Wednesday, June 17, 2009

The Misunderstood Division between Realism vs. Idealism

Scrolling through the Corner at NRO, e.g.: here, here, and here, I have become mighty disturbed with the general tone of the discussion in the Corner on realism. The most egregious case was when Rich Lowry wrote that "I always scorned Bush's notion that there is no conflict between our interests and our ideals." Let me put this as bluntly as possible: if we truly separate our ideals and interests, the American experiment is dead. Our ideals, our first principles, are our interests--that is the genius of our system.

American realism was born of the Cold War, as a counterpart to liberal internationalism (Wilsonianism). What is forgotten now by international relations scholars is that both Cold War realism and liberalism were foreign policy tactics in support of our ideals/interests. Communism was such an obvious threat because it ran counter to everything we stood for. Realists supported non-communist dictators in the short term during the Cold War because they believed that was the best way to defeat communism in the long term. Liberals supported international institutions during the Cold War because they believed that was the best way to defeat communism in the long term. But the ideals/interests were the same. The fact that so many have forgotten that truth is an indication of the success New Left critics had in slandering the motivations of Americans in the past. Why conservatives, who believe in first principles most of all, would follow that line of thinking escapes me.

Obviously, the best way to support our ideals/interests in the long term is to accept that parts of the world just are not ready right now. But that's a far cry from saying that short term dealmaking separates our ideals and interests.

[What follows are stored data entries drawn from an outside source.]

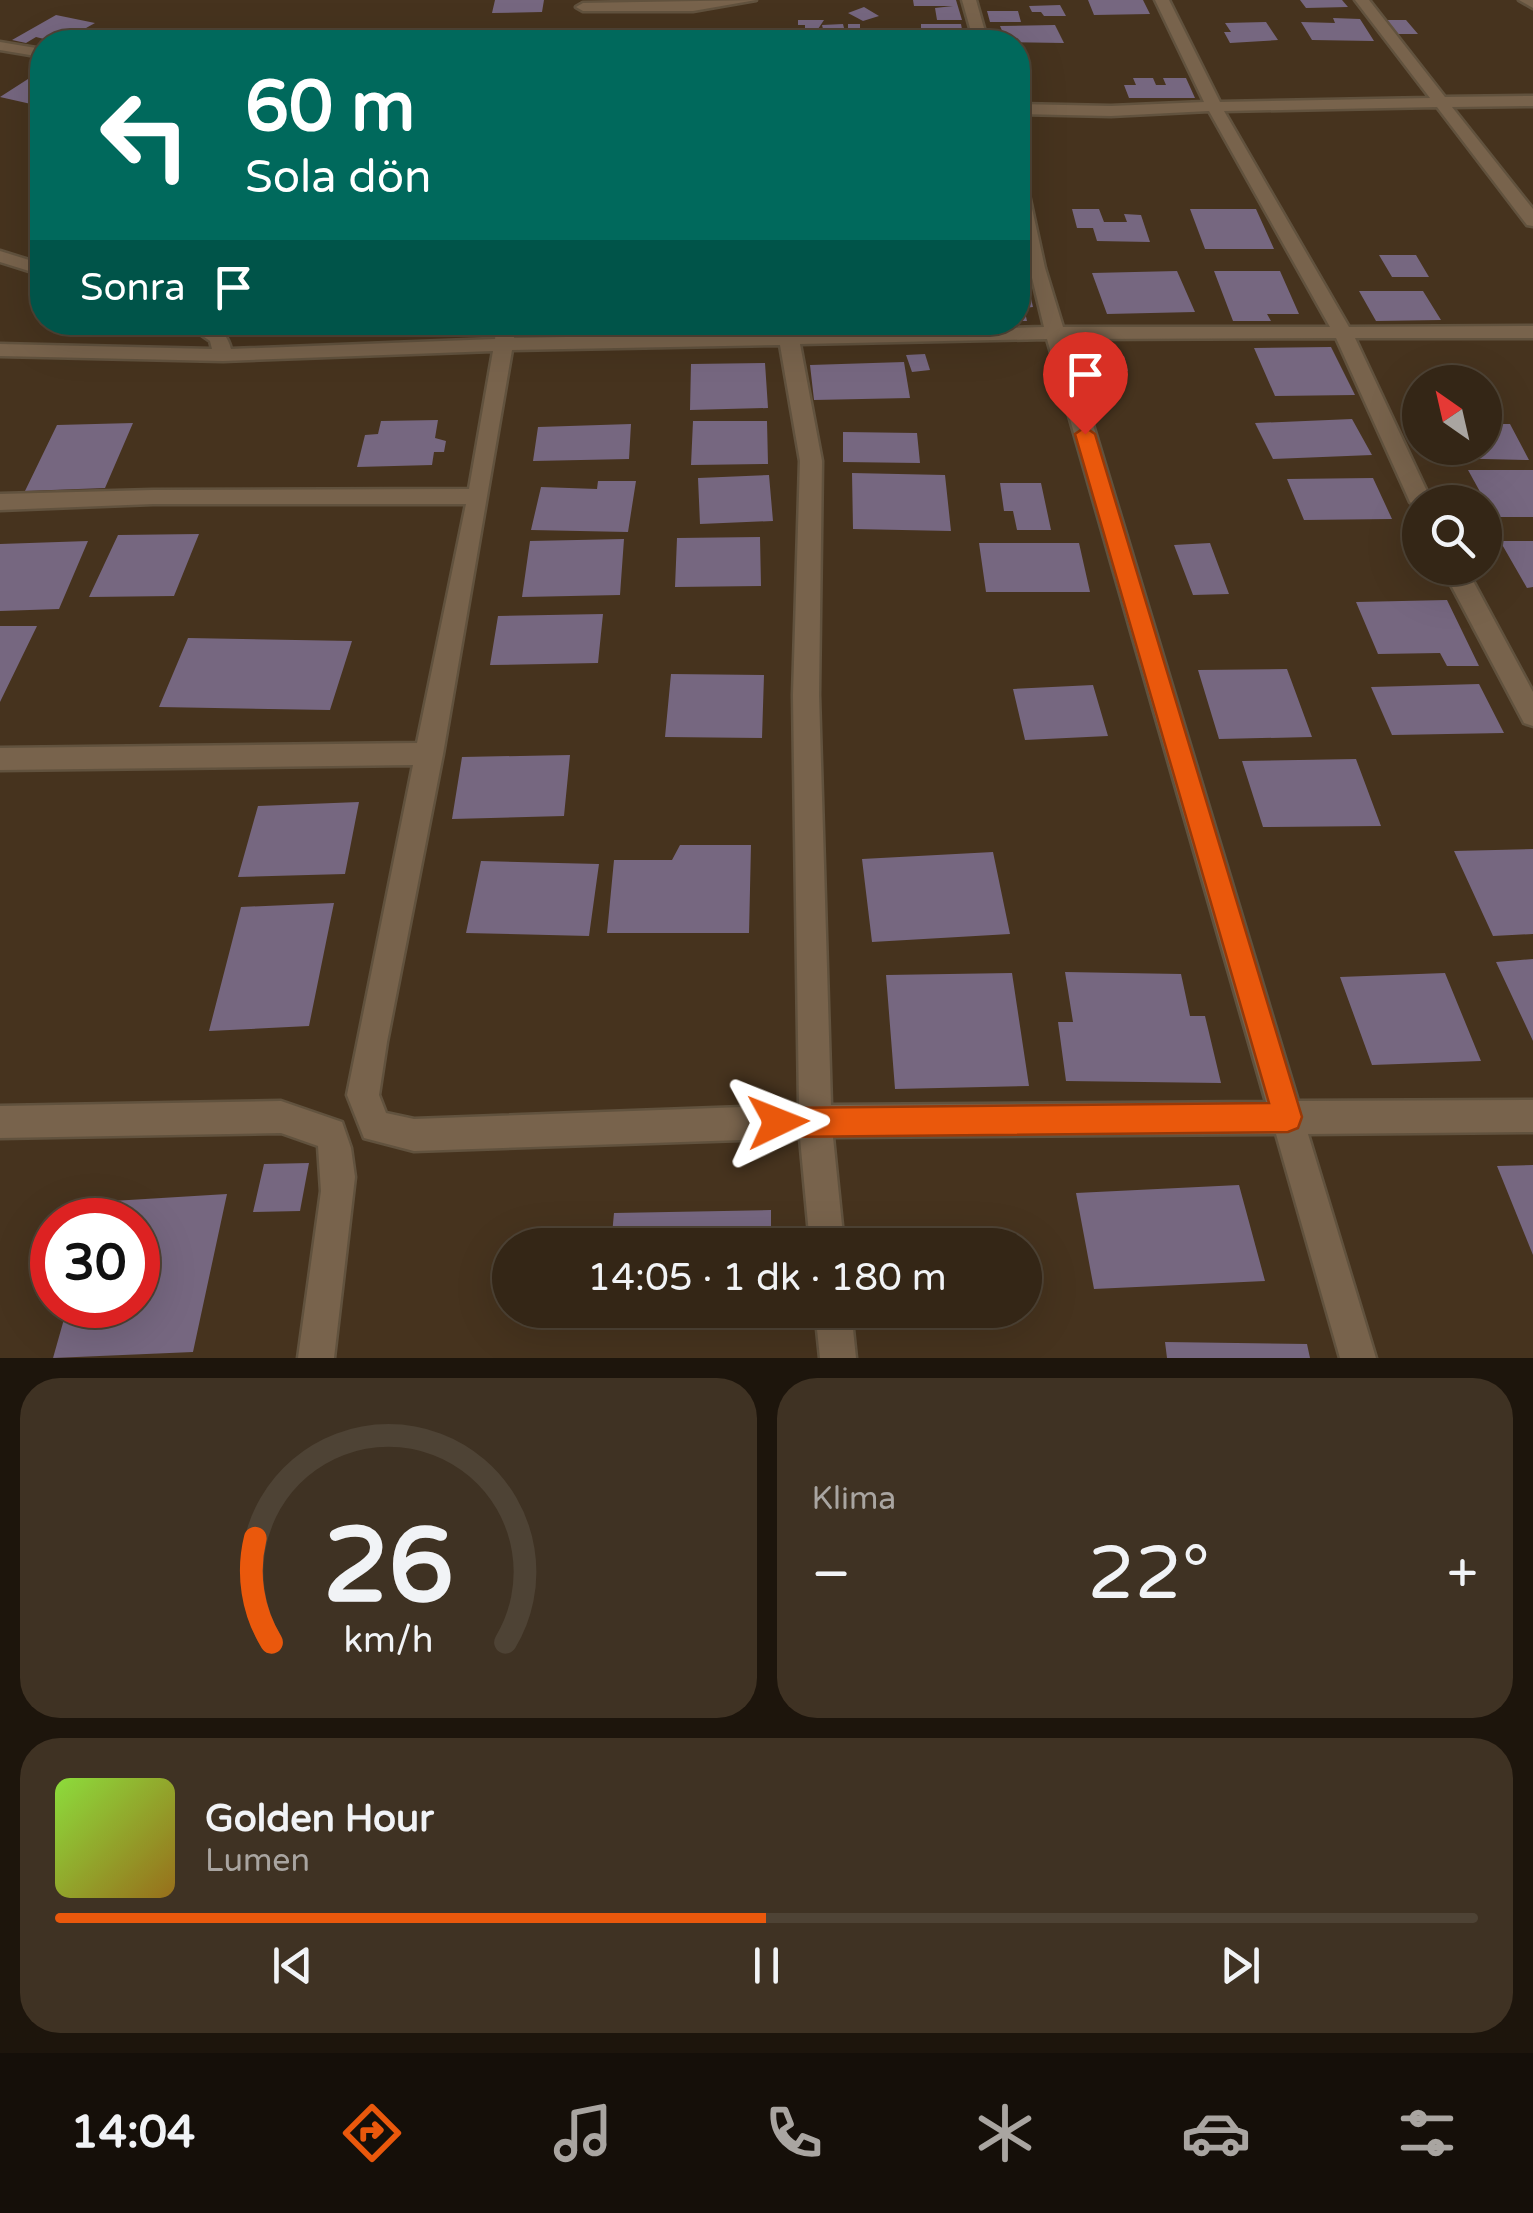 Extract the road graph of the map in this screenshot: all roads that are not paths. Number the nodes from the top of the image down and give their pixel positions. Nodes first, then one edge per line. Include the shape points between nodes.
1 (749, 0) edge
2 (970, 0) edge
3 (1162, 0) edge
4 (1362, 0) edge
5 (1526, 0) edge
6 (1533, 4) edge
7 (582, 8) dead end
8 (978, 30) edge
9 (0, 46) edge
10 (30, 51) edge
11 (1440, 102) junction
12 (1533, 102) edge
13 (1214, 106) junction
14 (1030, 109) edge
15 (1533, 221) edge
16 (1030, 239) edge
17 (0, 256) edge
18 (30, 266) edge
19 (1533, 332) edge
20 (1030, 333) edge
21 (1056, 333) junction
22 (1344, 334) junction
23 (216, 335) edge
24 (492, 335) edge
25 (505, 335) edge
26 (787, 335) edge
27 (0, 350) edge
28 (223, 355) junction
29 (1413, 485) edge
30 (480, 496) junction
31 (0, 502) edge
32 (1463, 585) edge
33 (1533, 716) edge
34 (430, 754) junction
35 (0, 759) edge
36 (1533, 1116) edge
37 (1288, 1117) junction
38 (815, 1121) junction
39 (0, 1122) edge
40 (825, 1228) edge
41 (835, 1328) edge
42 (316, 1358) edge
43 (838, 1358) edge
44 (1358, 1358) edge

1 - 7 street via 694,8
2 - 8 street
3 - 13 street
4 - 11 street
5 - 6 street
9 - 10 street
11 - 12 street
11 - 13 street
11 - 15 street
13 - 14 street
13 - 22 street
16 - 21 street
17 - 18 street
19 - 22 street
20 - 21 street
21 - 22 street
21 - 37 street
22 - 29 street
23 - 28 street
24 - 28 street
25 - 30 street
26 - 38 street via 811,461 806,696
27 - 28 street
30 - 31 street
30 - 34 street
32 - 33 street
34 - 35 street
34 - 38 street via 363,1095 375,1127 414,1135
36 - 37 street
37 - 38 street
37 - 44 street
38 - 40 street
39 - 42 street via 281,1118 330,1134 340,1178
41 - 43 street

(I've written about this in more detail in the past here.)

5 comments:

Chris1961 said...

Newsflash: The American Experiment is already dead. It was on life support for most of the 20th century, and the plug was pulled on January 20, 2009.

Jim Hanson said...

You say that liberals supported international institutions because they thought they were the best way to topple communism. Many on the left had no interest at all in toppling communism and spent plenty of effort supporting it, often aided by the UN and other international institutions.

Cordially,

Uncle J

jeff bloodworth said...

Tom:

Your post reflects ecumenical and judicious thinking. Too bad Chris 1961 amd Jim Hanson either reject the whole of the 20th century and forget Truman, Humphrey, Jackson and JFK existed

DocCox said...

Nice post.
I wonder if you could comment on the situation prior to WWII. A lot of political science scholars feel the theories of international relations you mention stretch back a long ways (Thucydides, Machiavelli, Grotius, Schmidt, and so on). Also, are these the only choices in framing the world system? What about World Systems analysis, critical constructivism and hegemonic stability theory?

To me the genius of the term "American Realism" lies in its melding of two international relations theories: constuctivism and realism. Are there differing flavors of Realism and Liberalism that owe their differences to disparities in national identity? That seems implied by the notion of "American Realism." This might be a vein of inquiry worthy of exploration.

Stephen said...

Uncle J,
Liberals did support international institutions as a way to fight communism. And many on the left had no interest in fighting communism. That distinction is the most important distinction between the left and American liberalism.